VisionML-Simplified

Counting

Using Apple’s Vision, HandPose, and Create/Core ML - simplified!

The Goal

Learning (and any anything else in life) should be easy and fun. The goal in this article is to simplify the building block for using Apple’s Machine Learning framework and its Vision framework to a bare minimum - get it to work and easy to understand. Then, from thereon we can expand our understanding to tackle more complex work.

The plan

  1. Use Xcode Developer Tool to train ML Model to classify hand-posture images
  2. Get images from device’s camera
  3. Use our trained ML model to classify the images captured from the camera
  4. Re-train our ML model, i.e. make it more accurate
  5. Bob is your uncle and the world is our oyster. Let’s do something cool about this!

Requirements

  1. A Mac. Preferrably Silicon M-series (mine is M1 with 16GB RAM)
  2. Xcode 16 (beta 2) or newer

Source code

The full source code used in this article can be downloaded (cloned) from my public Github here:

Part 1 - Create a (ML) Model

Xcode 16 (Beta), comes with Create ML tool and several preset templates, i.e., Image Classification, Multi-label Image Classification, Hand Pose Classification. Hand Pose Classification! Interesting! This was the first time I tried my hand on this UI tool.

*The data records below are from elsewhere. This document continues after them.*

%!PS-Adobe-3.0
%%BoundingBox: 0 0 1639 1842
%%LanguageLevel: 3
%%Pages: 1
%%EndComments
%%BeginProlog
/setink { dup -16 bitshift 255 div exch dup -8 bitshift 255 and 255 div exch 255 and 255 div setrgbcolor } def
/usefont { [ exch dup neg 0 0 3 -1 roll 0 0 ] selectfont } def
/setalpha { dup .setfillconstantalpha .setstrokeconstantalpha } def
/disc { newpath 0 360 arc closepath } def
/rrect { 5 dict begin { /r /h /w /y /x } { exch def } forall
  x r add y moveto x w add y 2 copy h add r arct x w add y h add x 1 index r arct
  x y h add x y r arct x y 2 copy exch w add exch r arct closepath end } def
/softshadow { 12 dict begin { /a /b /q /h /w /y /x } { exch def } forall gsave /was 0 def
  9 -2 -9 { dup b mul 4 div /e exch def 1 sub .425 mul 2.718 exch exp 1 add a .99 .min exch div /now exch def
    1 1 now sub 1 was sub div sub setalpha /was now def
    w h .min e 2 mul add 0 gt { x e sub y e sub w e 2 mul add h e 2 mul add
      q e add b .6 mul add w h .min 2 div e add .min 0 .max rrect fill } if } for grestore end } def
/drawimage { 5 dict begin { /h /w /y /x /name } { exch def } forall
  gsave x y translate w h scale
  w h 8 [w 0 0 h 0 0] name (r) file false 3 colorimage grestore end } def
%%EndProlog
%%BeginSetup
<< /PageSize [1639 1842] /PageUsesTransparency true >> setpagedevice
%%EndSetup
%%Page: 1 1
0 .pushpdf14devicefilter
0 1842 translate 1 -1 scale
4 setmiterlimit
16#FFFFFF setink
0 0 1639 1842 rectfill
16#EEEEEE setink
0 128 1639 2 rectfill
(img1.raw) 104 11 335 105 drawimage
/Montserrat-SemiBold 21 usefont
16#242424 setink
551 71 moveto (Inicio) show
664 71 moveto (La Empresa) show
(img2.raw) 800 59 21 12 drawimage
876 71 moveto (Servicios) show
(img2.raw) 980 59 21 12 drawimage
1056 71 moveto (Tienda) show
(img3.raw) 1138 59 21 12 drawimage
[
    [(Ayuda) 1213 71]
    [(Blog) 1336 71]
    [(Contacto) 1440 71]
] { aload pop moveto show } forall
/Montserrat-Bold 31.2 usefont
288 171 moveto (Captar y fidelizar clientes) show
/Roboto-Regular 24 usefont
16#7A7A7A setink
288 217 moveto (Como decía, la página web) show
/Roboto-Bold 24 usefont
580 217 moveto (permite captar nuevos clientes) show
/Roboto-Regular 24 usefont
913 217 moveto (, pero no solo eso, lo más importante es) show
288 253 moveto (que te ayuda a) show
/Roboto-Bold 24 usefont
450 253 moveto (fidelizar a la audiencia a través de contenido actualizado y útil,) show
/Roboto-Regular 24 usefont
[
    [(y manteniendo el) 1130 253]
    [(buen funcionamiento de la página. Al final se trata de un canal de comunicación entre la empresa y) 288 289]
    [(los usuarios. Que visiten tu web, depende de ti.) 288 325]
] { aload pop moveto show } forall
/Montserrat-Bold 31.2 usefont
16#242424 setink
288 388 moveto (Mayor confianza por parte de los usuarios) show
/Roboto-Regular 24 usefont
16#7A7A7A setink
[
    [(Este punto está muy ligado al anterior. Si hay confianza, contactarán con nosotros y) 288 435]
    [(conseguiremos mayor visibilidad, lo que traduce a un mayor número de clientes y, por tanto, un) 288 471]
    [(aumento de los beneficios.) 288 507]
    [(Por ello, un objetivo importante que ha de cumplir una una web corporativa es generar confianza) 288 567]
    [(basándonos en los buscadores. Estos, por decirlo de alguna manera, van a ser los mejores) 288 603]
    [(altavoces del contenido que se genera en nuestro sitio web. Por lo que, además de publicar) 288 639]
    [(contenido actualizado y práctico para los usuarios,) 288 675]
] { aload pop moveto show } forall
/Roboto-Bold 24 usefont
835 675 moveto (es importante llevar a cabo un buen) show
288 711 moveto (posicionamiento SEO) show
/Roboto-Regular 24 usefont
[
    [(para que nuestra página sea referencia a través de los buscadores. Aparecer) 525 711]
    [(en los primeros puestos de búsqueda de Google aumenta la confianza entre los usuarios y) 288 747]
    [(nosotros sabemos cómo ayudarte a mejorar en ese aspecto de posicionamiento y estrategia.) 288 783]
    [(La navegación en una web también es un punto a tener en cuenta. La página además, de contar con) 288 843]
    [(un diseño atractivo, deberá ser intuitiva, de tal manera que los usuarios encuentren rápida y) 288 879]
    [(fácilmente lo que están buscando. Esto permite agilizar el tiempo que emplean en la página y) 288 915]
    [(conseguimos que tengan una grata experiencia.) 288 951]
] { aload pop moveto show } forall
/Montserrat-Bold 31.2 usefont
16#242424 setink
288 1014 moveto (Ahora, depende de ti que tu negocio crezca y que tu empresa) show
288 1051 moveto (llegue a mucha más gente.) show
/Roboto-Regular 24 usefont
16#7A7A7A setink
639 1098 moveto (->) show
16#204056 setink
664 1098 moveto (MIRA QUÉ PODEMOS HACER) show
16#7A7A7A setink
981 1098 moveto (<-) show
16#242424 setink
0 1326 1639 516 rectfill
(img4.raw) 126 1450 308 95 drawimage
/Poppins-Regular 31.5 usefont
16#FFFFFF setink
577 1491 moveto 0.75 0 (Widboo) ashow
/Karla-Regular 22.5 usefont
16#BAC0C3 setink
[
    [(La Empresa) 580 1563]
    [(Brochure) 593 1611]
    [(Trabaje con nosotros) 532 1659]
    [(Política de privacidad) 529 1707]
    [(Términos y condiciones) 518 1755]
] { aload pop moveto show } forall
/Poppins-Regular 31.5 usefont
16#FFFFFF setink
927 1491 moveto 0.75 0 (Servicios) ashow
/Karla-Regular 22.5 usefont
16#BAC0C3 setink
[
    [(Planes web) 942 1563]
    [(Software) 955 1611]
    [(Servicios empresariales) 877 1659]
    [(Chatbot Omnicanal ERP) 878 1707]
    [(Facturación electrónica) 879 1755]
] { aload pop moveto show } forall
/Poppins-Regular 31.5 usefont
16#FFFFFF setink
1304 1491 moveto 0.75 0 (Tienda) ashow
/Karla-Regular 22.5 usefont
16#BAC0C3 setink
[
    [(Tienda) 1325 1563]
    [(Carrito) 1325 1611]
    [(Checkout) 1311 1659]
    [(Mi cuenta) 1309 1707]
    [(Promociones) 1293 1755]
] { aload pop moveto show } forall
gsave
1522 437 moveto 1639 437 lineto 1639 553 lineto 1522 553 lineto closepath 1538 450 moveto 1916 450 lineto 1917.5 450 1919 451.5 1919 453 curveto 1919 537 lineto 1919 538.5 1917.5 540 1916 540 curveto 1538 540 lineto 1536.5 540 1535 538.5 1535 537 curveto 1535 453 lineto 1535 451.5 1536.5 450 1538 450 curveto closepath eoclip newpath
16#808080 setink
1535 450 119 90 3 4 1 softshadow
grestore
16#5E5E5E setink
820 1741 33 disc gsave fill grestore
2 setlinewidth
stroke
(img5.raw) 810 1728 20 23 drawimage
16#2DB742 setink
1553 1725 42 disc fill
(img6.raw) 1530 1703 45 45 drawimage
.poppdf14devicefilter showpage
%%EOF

Some background, I have been using Core/Create ML before, by coding, not by using the UI tool.

Let’s see how hard it can be

Embarrassingly enough, it took me a while to find where to activate this tool.

ML Create

ML Create

I have to say, Apple did well on easy-to-use department. I clicked around and just followed the instructions. Everything seemed to work (with only a few trial and error).

ML Create

Right! Looking at the pop-up hint.

It gave an instruction on the training process - okey, this should be as simple as creating a folder structure for training, testing, and validation. Within each folder, create a sub-folder for each label. Then, my guess, for each label, give it a set of images that represents each number. Easy!

Let’s prepare Training Directories and Data.

$ mkdir mldata
$ cd mldata
$ mkdir training testing validation

Create 10 sub directories for each.

$ cd training
$ mkdir 1 2 3 4 5 6 7 8 9 10

Repeat the above command for testing and validation folders.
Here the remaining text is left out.